Phenolic resin supply remained plentiful. Domestic plants maintained normal utilization, yet shipments slowed sharply during the holiday shutdown. Overseas orders stayed quiet, buyers in Southeast Asia and the Middle East delayed commitments.
Downstream coatings, insulation, and wood-based panel industries exhibited subdued activity, with downstream companies primarily making purchases based on immediate needs, resulting in a lackluster buying and selling environment. Supply in the wood-based panel segment was sufficient, with industry operating rates steady.
Demand for phenolic resin in the South Korea market also remained limited in the downstream coatings, insulation, and wood-based panel industries due to slow down in the end user construction sector. Downstream industries face significant challenges in the construction sector, where 76.2% of apartment sites experienced delays from raw material shortages, labor strikes, and low enthusiasm for new projects during September.
Asia’s factory activity stayed broadly weak, with regional manufacturing struggling amid US tariff impacts.
South Korea’s petrochemical shipments fell 2.8% year-on-year to $3.71 billion in September, reflecting broader regional manufacturing weakness.
Europe’s phenolic resin prices remained stable during mid-October. Sufficient regional supply met low demand from downstream due to slowdown in the end user construction sector. Eurozone construction output fell again in September; residential projects collapsed while civil workers offered slim support.

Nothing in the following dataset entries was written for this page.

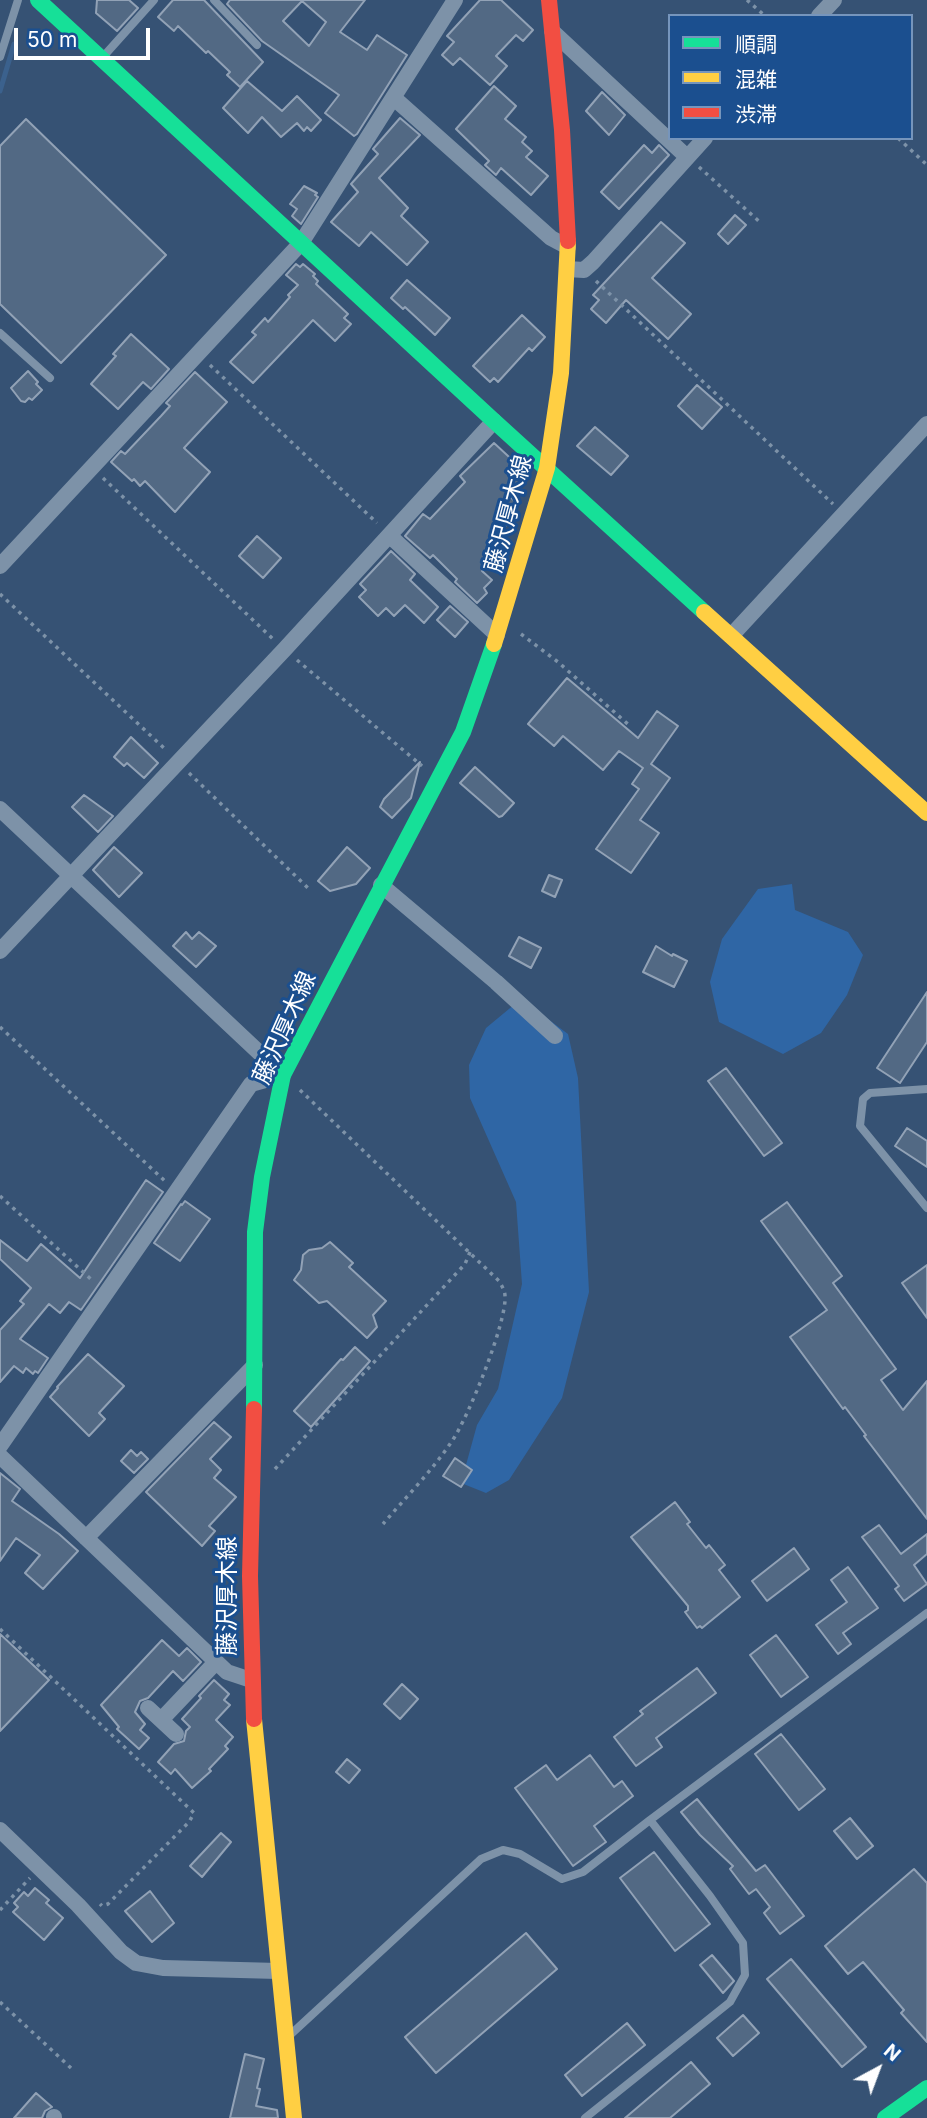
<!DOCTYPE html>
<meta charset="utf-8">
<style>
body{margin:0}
#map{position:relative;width:927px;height:2118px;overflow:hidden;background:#365274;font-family:Inter,"Noto Sans JP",sans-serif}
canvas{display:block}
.legend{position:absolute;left:668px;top:14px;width:245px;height:126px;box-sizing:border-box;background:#1b4f8f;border:2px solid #7695bc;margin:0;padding:9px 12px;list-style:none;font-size:21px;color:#fff}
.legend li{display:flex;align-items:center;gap:14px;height:35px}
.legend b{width:35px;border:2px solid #7695bc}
.north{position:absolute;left:843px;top:2034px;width:70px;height:70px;-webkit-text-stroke:5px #1b4f8f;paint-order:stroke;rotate:41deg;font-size:19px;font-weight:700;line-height:28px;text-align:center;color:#fff}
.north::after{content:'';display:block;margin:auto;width:24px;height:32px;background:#fff;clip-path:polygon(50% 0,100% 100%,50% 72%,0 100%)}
.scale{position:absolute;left:14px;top:28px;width:136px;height:32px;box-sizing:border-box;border:4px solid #fff;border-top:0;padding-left:9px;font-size:21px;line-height:24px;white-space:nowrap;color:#fff;-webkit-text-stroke:5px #1b4f8f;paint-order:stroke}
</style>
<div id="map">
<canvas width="927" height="2118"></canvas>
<ul class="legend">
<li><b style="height:9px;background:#16e098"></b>順調</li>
<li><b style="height:9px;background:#ffcf43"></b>混雑</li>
<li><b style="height:9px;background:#f24e42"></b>渋滞</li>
</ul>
<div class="north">N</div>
<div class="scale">50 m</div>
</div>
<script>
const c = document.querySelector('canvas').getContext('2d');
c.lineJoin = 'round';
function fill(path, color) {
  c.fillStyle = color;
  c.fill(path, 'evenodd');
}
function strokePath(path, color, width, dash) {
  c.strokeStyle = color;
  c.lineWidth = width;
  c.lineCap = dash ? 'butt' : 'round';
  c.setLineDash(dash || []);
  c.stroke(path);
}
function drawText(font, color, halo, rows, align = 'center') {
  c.font = font + ' Inter,"Noto Sans JP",sans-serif';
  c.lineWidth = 6;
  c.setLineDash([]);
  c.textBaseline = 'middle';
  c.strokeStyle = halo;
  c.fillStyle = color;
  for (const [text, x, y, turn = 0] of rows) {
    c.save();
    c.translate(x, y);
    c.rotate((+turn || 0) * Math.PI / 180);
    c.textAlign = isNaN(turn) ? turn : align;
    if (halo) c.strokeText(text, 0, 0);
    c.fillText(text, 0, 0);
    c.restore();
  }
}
fill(new Path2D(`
 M792,884L795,910L848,932L863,955L847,995L821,1033L783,1054L719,1022L710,982L722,939L758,889Z
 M521,999L568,1034L578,1078L589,1292L562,1398L509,1480L486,1493L461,1483L477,1425L498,1389L522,1284L516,1202L470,1098L469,1065L486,1028Z`), '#2f66a5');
strokePath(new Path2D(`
 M0,91L14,44`), '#3b618d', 5);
const building = new Path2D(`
 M97,0H129L138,8L117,31L96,13Z
 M173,0H204L263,62L240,87L227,75L230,72L208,51L206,53L178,26L174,31L158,17Z
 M230,0H365L340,32L367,50L377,35L407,55L357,134L354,136L325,113L339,95L262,41L227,4ZM302,1L326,22L309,46L283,21Z
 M480,0H501L533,30L523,41L516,35L496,56L507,66L490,85L460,58L453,65L442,55L454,42L447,36Z
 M247,81L282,111L297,96L321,120L311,131L307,127L304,131L297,123L281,137L262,117L248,133L223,108Z
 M494,86L516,106L505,119L526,137L522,142L532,151L526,157L548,176L531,195L501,168L496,175L485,165L489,161L456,129Z
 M602,92L625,115L609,135L586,111Z
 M400,118L420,135L379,178L408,208L401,216L428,242L407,265L371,232L359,246L331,222L358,192L351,184L378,154L373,149Z
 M26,119L166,255L61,363L0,304V146Z
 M644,145L652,153L659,145L669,155L619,209L601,192Z
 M304,186L317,193L315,195L318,197L301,224L292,216L297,209L290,204Z
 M735,215L746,225L728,244L718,234Z
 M661,222L685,243L652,278L691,314L668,339L626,300L606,323L591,309L599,300L593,295Z
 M296,264L300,267L303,264L315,274L313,276L318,281L316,284L348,314L344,318L351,324L335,341L313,320L253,383L230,362L256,335L252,332L265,318L268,322L290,297L288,295L298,285L286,275Z
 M407,280L450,318L435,335L405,307L403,309L391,298Z
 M522,315L545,337L532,351L529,348L498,382L494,378L490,382L473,366Z
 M131,334L169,369L151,389L143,382L118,409L91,384L116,356L113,354Z
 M28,371L38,382L36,384L42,390L32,400L29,398L25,402L21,401L11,388Z
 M195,372L227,402L184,448L210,472L175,512L145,481L140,486L134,479L132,481L111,462L121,451L125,454L161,416L170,406L166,403Z
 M697,385L722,407L702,429L678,406Z
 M595,427L628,456L611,475L577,446Z
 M494,443L521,468L519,471L523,478L509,496L517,503L506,514L512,519L491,541L501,550L482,571L492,580L484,588L487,593L477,603L455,582L457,579L433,555L430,558L405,536L423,514L430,519L465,482L460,476Z
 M257,536L281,558L263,578L239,556Z
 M391,551L415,574L410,580L438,607L424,623L405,605L394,616L386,608L378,616L359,597L366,590L360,584Z
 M450,606L468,622L455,637L437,620Z
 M567,678L638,738L657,711L678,726L651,764L670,778L640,820L659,833L631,873L596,849L639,789L632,784L643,768L619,751L603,770L563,736L554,746L528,724Z
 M131,737L158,763L144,778L127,763L124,766L114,757Z
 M420,762L411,798L392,818L380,807L384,799Z
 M475,767L514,803L502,816L499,817L460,783Z
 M84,795L113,816L98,832L72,807Z
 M114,847L142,873L119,897L93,870Z
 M347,847L370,868L356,884L330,891L318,881Z
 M549,875L562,880L555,897L542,891Z
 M186,932L192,939L199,932L216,946L196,967L173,946Z
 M519,937L541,948L531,968L509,956Z
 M656,946L672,956L673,954L687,961L674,987L643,972Z
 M927,992V1042L900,1083L877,1068Z
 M726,1068L782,1143L764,1156L708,1081Z
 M907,1128L927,1141V1167L895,1146Z
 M146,1180L163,1192L81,1310L69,1302L60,1313L49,1304L20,1339L48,1358L38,1373L35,1371L33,1374L26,1368L23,1373L14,1366L0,1382V1330L24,1304L20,1301L31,1288L0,1259V1240L27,1261L41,1244L80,1278Z
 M185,1201L210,1219L180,1261L154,1243L181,1204L182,1205Z
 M787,1202L842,1276L833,1283L896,1369L881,1380L903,1410L927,1381V1519L864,1436L866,1435L845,1407L843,1409L790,1337L827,1310L761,1221Z
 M330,1242L353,1263L349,1267L386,1301L373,1315L377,1327L367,1338L327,1301L319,1303L294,1280L301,1270L303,1255L309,1250L322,1248Z
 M927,1265V1318L902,1283Z
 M355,1347L370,1361L311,1427L294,1411L341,1359L343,1360Z
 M88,1354L124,1386L99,1413L105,1419L89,1436L50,1397L58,1388L57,1387Z
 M214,1422L231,1437L210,1459L221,1470L214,1478L236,1497L209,1526L215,1531L202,1546L146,1492Z
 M131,1450L137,1456L141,1452L148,1459L134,1473L121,1461Z
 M455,1458L472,1470L461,1487L443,1476Z
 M0,1473L20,1489L12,1501L59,1534L78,1551L43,1589L25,1573L40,1555L16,1538L0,1561Z
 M675,1502L690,1522L687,1524L706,1548L709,1545L725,1565L719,1570L740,1597L702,1628L700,1626L697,1628L685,1612L688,1610V1606L631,1537Z
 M879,1525L901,1554L927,1534V1554L914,1565L927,1584L904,1601L895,1589L899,1586L862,1537Z
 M794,1548L809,1569L767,1601L752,1581Z
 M848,1567L878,1608L843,1633L851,1644L838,1654L816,1625L847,1602L831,1580Z
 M0,1634L49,1680L0,1731Z
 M776,1635L808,1677L781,1697L750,1655Z
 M162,1640L179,1656L187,1648L201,1662L183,1681L173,1671L148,1698L140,1701L135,1712L145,1724L140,1730L149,1738L139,1749L117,1729L119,1727L101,1705Z
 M697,1668L716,1693L656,1738L662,1747L636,1766L614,1737L643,1714L640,1711Z
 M214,1680L229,1694L224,1700L230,1705L216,1720L233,1737L225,1746L228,1749L209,1769L211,1771L192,1788L175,1769L171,1774L158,1762L174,1744L184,1741L186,1731L190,1727L182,1719L201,1698L199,1696Z
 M402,1684L418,1699L400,1719L384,1704Z
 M781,1734L825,1789L799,1810L755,1754Z
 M590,1755L614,1787L622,1781L633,1796L594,1826L606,1842L573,1866L515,1788L546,1765L557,1780Z
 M347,1759L360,1770L349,1783L336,1772Z
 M697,1799L756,1871L765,1865L804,1916L780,1934L764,1913L770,1907L756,1889L749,1894L730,1869L733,1866L700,1835L681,1812Z
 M850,1818L873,1846L857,1859L834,1831Z
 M221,1833L231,1842L202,1877L190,1866Z
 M654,1852L710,1924L675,1951L620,1878Z
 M914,1869L927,1883V2042L901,2013L904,2010L863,1962L848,1974L825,1946Z
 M35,1888L49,1900L46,1903L63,1918L44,1940L13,1912L18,1907L14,1903L24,1892L28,1896Z
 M150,1891L174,1923L152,1942L125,1911Z
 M526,1933L557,1969L436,2073L405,2037Z
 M712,1955L734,1981L723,1993L700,1965Z
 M791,1959L866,2047L842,2067L767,1979Z
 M743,2015L759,2033L733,2056L717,2038Z
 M627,2023L645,2045L582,2096L565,2075Z
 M245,2054L264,2059L257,2088L260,2089L256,2106L277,2110L278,2118H230Z
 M691,2062L710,2084L670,2118H625Z
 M36,2093L52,2107L45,2111L42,2118H14Z`);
fill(building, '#526984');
strokePath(building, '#92a2b6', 2);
strokePath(new Path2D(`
 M747,0L765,16
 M898,138L927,165
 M699,167L762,224
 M596,281L833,504
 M210,365L377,523
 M103,478L273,639
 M0,594L166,750
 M521,634L558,662L630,726
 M297,660L422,766
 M189,773L308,888
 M0,1027L166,1182
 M300,1090L499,1281C502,1286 505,1291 505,1296C507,1322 468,1418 452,1441C432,1471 406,1497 383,1524
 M0,1196L94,1282
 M275,1469L465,1264L470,1252
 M0,1629L194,1813L189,1822L108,1904L102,1906L100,1904
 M0,1910L30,1878
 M0,2002L71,2068`), '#7d92a8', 3.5, [3.5, 5]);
strokePath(new Path2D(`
 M214,0L257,45
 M0,57L18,0
 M102,58L154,0
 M0,333L50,378
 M927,1089L870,1093L863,1099L860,1126L927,1208
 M290,2035L481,1859L503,1850L520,1854L562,1879L583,1872L650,1820
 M585,2118L730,2002L745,1975L743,1943L710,1896L650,1820L927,1613`), '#7d92a8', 8);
strokePath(new Path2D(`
 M819,16L834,0
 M552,31L687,157
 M394,98L551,238L568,247
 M567,269L584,270L593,262L705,138
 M390,536L497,635
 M0,566L301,243L455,0
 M731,636L927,424
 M0,809L283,1075
 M381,885L496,982L555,1036
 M0,951L284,650L494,421
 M0,1446L251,1084L283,1075
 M0,1456L227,1672L251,1680
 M86,1538L255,1365
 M148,1708L176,1734
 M161,1720L216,1662
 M0,1830L78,1905L121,1952L136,1963L163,1968L278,1971
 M54,2118V2117`), '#7d92a8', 16);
strokePath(new Path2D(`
 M38,0L494,421L704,612
 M254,1409L255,1232L262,1177L283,1075L463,732L494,644
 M885,2118L927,2088`), '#16e098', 16);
strokePath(new Path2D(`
 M704,612L927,813
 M494,644L547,468L561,373L568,241
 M254,1719L294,2118`), '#ffcf43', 16);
strokePath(new Path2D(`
 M549,0L562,130L568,241
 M254,1719L250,1576L254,1409`), '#f24e42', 16);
drawText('24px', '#fff', '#1b4f8f', [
 ["藤沢厚木線",509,514,-75],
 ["藤沢厚木線",285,1028,-66],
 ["藤沢厚木線",228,1596,-90]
]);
</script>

German industrial production dropped 4.3% m-o-m on plunging car output, curbing phenolic resin use in automotive coatings. Plants ran at reduced rates per VCI data; high energy costs and port congestion in Hamburg, Antwerp, and Rotterdam trapped exports and swelled inventories.
Logistical bottlenecks persisted at the European ports further slowed shipments and increased the phenolic resin inventory on the sites.
Asia’s phenolic resin prices may rise in coming month as seasonal construction recovery lifts demand and restocking gains pace. Europe’s phenolic resin prices could fall amid persistent construction slowdown and macroeconomic pressures weighing on industrial resin use.